Ghassan Charbel
That was on October 26, 1967. The young pilot insisted on participating in a sensitive raid. Someone whispered in his ear that the mission was dangerous. He did not hesitate. It never occurred to him that this would be his last mission. Once he flew over Hanoi, the missiles were waiting for him. His plane was hit; he ejected and made a parachute landing into a lake. They pulled him out and beat him, adding serious wounds to the fractures he suffered in his landing. The captive pilot kept the secrets. He was subjected to rounds of torture. Then his captors discovered that the insolent captive officer was the son of Admiral Jack McCain who had refrained from writing to his son in captivity to prevent the "enemy" from using these letters for propaganda purposes. His wife Carol, meanwhile, never wrote that she was left handicapped by a terrible car accident.
Following the Paris agreements in 1973, the Vietnamese would release John McCain. His hair grayed prematurely and the marks of that period would never leave his body. Two months later, President Richard Nixon would shake hands with the "hero" who entered the White House on crutches in front of the cameras. Perhaps it was that specific moment that inflamed his presidential dream. As John McCain's plane went down, Barack Obama was only a six-year old trying to play like other children. There was nothing in his family background that would qualify him or help him commit the dream of reaching the White House. His white American mother was fighting the difficult battle for bread since his Muslim Kenyan immigrant father had broken up with his wife four years earlier and returned to his homeland. Barack's mother would marry an Indonesian student who would send her little one to an Islamic school in Jakarta then to a Christian school before Barack's return to America where he grew in the custody of his American grandfather.
The resident of the global village can ignore elections in this or that country. He has the right to forget the names of many presidents. One, however, cannot ignore the names of contenders in the American presidential race. The race concerns all the residents of the village without exception, including those who hate the occupier of the Oval Office, regardless of his name or politics. The American president is an issue that concerns the entire world. His choices impact every family regardless of the colors of its flag or the nature of the regime where it lives. His choices impact the security and stability of the world, the greenback, oil prices, the flow of goods, global warming, and gas emissions.
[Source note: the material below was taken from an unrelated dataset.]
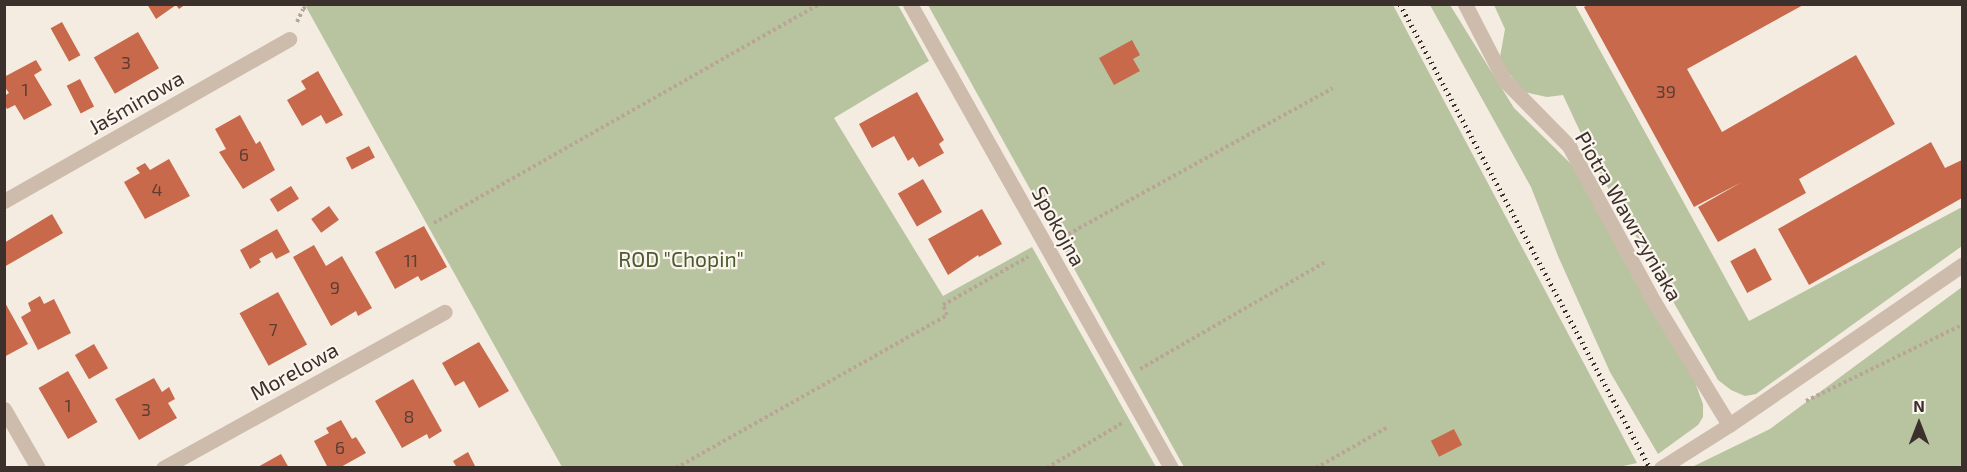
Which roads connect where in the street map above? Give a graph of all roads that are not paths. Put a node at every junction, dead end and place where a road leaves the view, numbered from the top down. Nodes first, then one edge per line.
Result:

Though justified, the Arab's hatred of the US policy in the Arab-Israeli conflict does not absolve us from following the developments in Washington, nor does the Arab's condemnation of the American invasion of Iraq. In fact, the damage we bear as a result of the continued American bias towards Israel and of the American adventure in Iraq should constitute additional reasons to dig deeper into the histories of McCain and Obama, not to wonder about the future of either, but rather, about the future of our countries in the light of the choices made by these two men.
The Arab wishes that he could ignore the American elections and their outcomes. He wishes if Arabs controlled the decision in making their own present and future, if the Arab League was capable of deterring disasters or addressing them immediately. Had this been the status of the Arab League, the current situation in Iraq would not have been; the same goes for Lebanon, Somalia and Sudan. Ultimately, the capability of the Arab League is the summation of the capabilities put by the Arabs at its disposal and which evidently amounts to very little.
The Arab has to include the American elections in his daily schedule. The truth is that the people of the entire region await the outcomes. The new master of the White House will decide the date of the US withdrawal from Iraq. He will also decide whether he will sponsor direct negotiations between Syria and Israel. Additionally, he will decide the future of the promises regarding the establishment of a Palestinian State. He will also determine the form of dealing with Iran's regional and nuclear ambitions. These files concern the security, stability and the size of roles in the region. Hence, the Middle East, like other world regions, is sitting in front of the screen waiting for the name of the key holder. There goes Obama on a tour to learn how to deal with the concerns of the world, while McCain is trying to suggest that running the world demands a man with a history, a man who has experienced wars and their sorrows.
* Published in the London-based DAR AL-HAYAT on July 21, 2008.